In the Huffington Post, historian Robert McElvaine claimed Trump was proof that the JBS was winning. “The Trump candidacy is the culmination of the long campaign begun by McCarthyism and the John Birch Society in the 1950s and aimed at discrediting virtually every institution in the United States,” he wrote. In 2011, meanwhile, journalist Andrew Reinbach, also writing in the Huffington Post, made a similar argument. “Most Americans don’t realize that the right wing’s main ideas have been pushed for 50 years by the John Birch Society (JBS), … which has since become the intellectual seed bank of the right,” he said.

Since Thiessen’s original column was published, virtually every newspaper or website that carried it other than the Post, which syndicated it, has taken serious steps to correct the record. From changing the language and printing corrections and letters to fully pulling down the column and volunteering to run letters and opeds by Jewish JBS leaders laying out the facts. Thiessen’s dishonesty — and the dishonesty of his editors — has now been made known across the country. Some of the editors who spoke to this reporter said there was a deluge of complaints, and that they were shocked to learn the truth. Thiessen’s links to white nationalists and his claim that a then-white supremacist gets to “excommunicate” opponents of anti-Semitism from the “respectable right” have also drawn concerns.   

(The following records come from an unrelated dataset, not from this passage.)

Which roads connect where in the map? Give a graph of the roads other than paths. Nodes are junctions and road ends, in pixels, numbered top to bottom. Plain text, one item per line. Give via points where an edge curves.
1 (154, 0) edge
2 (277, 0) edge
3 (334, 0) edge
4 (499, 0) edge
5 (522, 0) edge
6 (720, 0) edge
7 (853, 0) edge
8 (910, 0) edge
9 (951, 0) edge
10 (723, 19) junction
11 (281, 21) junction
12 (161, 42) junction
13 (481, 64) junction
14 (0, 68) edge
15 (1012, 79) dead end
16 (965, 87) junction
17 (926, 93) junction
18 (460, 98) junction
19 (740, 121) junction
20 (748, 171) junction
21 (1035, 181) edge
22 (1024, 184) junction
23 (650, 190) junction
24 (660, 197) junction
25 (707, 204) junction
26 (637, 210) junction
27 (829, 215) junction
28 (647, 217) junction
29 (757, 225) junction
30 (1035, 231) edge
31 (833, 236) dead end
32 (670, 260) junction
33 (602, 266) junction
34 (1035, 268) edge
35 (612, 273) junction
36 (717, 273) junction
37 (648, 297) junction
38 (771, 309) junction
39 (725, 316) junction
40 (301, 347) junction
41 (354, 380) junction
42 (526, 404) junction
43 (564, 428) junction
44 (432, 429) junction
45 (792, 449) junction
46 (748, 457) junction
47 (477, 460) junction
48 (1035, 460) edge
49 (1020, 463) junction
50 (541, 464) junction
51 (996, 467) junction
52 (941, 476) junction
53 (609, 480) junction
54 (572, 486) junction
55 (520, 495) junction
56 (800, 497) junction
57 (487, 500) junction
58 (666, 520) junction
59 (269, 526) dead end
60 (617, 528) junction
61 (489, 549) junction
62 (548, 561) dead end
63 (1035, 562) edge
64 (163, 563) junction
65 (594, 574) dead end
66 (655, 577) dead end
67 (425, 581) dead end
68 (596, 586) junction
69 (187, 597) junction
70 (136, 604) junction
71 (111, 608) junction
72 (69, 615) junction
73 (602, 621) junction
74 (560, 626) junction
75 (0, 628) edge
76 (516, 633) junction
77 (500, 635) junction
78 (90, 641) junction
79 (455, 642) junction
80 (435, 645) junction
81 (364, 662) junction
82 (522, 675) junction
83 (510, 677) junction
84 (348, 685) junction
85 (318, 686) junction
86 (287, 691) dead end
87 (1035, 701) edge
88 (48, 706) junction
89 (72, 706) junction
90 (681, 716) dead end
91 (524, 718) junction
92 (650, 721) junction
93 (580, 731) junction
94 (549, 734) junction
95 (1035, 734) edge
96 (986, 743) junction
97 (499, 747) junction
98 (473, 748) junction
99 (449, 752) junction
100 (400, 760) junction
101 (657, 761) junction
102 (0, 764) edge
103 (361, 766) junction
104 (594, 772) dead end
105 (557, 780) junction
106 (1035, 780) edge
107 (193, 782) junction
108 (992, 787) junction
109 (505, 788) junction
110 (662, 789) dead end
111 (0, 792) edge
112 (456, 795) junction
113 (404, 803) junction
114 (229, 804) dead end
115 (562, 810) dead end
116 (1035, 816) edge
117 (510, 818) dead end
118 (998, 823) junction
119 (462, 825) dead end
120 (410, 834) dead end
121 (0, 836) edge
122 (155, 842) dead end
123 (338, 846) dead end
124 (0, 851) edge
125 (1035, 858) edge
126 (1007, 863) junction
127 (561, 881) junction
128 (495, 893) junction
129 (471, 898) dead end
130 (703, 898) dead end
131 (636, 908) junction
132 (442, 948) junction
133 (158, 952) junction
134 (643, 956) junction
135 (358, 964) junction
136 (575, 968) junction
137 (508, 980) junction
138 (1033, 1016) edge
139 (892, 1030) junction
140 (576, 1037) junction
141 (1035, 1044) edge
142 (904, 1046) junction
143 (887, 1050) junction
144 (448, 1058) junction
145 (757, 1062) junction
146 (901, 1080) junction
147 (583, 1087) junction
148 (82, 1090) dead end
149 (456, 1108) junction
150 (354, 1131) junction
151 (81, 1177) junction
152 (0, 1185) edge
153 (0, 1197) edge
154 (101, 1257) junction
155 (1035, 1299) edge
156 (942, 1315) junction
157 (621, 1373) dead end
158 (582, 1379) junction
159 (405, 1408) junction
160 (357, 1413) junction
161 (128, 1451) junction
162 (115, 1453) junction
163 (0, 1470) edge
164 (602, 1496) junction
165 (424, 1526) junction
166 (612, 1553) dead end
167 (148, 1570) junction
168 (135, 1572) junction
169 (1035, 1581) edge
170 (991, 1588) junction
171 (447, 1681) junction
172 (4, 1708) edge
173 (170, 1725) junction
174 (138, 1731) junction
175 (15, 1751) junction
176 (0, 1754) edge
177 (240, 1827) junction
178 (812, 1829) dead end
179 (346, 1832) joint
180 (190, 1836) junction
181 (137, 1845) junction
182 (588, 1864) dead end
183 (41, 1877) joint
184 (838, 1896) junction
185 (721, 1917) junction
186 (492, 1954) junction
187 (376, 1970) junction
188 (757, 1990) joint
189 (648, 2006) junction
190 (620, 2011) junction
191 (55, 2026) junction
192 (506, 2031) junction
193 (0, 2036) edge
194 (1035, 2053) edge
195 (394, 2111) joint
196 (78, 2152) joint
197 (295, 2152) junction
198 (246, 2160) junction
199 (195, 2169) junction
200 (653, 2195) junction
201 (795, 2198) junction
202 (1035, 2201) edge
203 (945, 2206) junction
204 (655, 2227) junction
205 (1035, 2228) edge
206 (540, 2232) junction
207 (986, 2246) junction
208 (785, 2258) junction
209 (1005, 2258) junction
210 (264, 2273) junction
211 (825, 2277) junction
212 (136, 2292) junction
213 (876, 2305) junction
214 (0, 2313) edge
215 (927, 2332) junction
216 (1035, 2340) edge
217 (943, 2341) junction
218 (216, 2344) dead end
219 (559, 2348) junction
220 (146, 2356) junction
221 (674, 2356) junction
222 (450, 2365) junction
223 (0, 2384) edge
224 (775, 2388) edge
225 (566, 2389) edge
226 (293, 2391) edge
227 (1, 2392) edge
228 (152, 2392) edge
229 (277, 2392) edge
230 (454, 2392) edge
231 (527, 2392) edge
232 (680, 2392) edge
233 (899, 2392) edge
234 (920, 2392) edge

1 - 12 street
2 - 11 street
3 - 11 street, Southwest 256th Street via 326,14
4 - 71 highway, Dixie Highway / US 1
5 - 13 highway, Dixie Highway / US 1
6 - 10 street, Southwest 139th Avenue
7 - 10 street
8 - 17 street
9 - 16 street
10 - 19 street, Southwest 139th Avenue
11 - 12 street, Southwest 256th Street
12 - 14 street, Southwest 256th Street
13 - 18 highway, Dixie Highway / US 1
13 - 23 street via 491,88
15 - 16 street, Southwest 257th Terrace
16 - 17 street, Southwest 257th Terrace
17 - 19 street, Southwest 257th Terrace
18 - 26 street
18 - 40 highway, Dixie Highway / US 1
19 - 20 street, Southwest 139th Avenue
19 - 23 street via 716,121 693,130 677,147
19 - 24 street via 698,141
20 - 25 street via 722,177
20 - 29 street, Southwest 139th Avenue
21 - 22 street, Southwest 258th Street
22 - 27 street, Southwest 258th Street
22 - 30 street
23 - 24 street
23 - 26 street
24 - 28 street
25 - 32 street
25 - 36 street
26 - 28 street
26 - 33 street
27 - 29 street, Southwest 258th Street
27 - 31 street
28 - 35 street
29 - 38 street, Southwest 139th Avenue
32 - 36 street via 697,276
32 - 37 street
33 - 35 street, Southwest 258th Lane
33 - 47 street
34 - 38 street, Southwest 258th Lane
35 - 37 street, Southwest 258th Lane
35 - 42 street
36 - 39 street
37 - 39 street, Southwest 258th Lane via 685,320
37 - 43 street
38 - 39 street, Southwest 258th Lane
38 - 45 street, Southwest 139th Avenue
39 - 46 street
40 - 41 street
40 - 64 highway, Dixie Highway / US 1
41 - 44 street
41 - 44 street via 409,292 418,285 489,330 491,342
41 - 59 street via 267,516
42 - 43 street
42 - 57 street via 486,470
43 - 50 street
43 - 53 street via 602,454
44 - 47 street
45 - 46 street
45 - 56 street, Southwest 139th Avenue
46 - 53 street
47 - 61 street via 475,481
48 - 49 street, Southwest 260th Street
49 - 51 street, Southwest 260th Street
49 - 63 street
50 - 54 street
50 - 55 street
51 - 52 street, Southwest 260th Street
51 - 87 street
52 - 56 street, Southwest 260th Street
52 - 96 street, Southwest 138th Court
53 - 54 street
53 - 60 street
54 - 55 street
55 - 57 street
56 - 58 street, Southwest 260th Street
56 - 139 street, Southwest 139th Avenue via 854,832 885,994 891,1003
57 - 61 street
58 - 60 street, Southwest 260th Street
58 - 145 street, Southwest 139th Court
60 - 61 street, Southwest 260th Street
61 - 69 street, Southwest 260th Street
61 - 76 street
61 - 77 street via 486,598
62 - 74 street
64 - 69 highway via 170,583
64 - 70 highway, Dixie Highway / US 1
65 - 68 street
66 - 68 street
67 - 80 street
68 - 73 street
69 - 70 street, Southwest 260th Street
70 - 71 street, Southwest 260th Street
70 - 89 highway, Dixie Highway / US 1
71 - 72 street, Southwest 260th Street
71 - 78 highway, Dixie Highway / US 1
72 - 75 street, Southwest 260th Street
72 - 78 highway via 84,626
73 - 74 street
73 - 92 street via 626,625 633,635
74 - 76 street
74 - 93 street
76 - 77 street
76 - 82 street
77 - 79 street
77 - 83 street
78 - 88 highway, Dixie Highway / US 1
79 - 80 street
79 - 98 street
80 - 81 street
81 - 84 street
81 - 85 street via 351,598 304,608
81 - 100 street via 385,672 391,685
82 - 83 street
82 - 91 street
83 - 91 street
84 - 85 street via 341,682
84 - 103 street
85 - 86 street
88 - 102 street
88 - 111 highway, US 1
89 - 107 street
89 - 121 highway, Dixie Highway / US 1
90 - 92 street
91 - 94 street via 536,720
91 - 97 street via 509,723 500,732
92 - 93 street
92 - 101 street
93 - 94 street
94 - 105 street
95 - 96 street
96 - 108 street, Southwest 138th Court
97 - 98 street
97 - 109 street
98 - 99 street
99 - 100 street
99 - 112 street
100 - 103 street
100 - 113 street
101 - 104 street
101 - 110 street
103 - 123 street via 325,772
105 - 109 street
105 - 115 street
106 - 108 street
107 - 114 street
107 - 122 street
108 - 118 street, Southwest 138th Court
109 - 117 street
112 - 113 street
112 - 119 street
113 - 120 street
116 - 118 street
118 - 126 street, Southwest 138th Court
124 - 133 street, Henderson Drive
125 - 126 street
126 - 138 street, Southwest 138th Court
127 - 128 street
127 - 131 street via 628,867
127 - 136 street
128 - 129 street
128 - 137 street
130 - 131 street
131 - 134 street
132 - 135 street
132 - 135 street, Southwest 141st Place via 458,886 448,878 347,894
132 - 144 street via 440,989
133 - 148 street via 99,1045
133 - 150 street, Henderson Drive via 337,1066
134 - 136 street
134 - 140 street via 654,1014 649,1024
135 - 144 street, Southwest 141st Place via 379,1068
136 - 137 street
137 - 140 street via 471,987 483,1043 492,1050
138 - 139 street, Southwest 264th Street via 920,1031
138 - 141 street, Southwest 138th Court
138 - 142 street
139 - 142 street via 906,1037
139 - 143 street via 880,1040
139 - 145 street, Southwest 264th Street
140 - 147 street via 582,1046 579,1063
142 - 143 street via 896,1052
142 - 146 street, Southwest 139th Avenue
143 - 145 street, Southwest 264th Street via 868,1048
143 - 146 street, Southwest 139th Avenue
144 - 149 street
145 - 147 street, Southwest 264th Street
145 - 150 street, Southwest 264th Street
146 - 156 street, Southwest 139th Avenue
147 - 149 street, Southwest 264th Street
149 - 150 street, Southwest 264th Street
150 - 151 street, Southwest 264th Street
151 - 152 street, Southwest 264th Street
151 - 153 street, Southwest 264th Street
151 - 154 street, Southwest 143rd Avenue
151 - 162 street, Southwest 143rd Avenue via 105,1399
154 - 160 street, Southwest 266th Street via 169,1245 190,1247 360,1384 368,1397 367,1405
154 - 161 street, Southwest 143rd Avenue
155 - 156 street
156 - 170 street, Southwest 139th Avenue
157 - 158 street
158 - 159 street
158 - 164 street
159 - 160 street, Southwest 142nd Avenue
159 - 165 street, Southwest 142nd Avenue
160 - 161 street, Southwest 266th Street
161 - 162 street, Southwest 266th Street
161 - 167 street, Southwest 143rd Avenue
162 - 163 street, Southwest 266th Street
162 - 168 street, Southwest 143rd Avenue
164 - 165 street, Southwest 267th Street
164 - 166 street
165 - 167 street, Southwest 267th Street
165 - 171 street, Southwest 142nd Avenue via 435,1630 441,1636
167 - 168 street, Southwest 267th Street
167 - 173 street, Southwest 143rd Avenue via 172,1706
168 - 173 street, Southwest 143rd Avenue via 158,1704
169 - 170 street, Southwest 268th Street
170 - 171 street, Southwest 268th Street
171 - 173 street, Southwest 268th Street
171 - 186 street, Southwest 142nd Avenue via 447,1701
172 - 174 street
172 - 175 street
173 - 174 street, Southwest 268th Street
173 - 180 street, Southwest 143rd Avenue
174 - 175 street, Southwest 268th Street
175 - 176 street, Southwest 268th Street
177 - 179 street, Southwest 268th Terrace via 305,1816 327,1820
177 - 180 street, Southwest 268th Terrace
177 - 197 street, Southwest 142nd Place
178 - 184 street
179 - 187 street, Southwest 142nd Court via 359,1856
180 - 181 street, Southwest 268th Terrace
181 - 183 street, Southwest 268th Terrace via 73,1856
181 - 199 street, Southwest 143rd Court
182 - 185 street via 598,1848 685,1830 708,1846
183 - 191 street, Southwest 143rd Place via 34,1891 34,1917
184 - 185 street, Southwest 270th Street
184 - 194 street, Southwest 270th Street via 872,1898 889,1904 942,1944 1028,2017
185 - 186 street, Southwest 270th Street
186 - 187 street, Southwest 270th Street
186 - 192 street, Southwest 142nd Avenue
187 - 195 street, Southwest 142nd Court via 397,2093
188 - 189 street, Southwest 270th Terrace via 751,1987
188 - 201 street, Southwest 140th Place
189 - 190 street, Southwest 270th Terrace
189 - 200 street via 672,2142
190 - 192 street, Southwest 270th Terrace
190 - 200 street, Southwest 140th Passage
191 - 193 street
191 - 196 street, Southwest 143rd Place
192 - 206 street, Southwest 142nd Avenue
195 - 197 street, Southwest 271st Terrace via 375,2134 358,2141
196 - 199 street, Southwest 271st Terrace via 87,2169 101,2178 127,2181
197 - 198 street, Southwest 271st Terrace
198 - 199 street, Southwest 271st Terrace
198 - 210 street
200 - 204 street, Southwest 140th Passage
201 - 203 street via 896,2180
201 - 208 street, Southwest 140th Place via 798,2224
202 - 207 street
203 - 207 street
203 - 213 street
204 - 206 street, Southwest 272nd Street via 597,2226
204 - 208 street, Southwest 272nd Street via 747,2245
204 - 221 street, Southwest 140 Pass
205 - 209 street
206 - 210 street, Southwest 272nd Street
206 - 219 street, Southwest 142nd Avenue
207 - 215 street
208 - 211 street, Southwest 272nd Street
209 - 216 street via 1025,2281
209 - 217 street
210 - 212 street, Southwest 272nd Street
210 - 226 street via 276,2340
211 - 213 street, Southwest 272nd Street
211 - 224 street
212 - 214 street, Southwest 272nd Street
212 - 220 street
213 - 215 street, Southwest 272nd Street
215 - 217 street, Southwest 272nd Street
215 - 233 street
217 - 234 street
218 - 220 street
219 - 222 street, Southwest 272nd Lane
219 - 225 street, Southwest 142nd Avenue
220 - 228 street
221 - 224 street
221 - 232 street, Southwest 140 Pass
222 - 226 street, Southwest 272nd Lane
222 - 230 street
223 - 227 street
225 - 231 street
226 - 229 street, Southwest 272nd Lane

Thiessen, his Washington Post editors, and his associates at the American Enterprise Institute were all offered ample opportunity to comment on the growing scandal. None responded to The New American‘s e-mails or phone calls by press time. The Washington Post, which refuses to disclose its owner’s ties to the CIA and Bilderberg in relevant news stories, has not said whether it intends to issue a more meaningful correction or allow the victims of the smear to offer any defense. Either way, every ethical standard in journalism was violated by Thiessen and the Post. This article will be updated if a response is received from either. In the meantime, the stench of the Post‘s reputation as a leading purveyor of fake news and establishment propaganda will continue to intensify.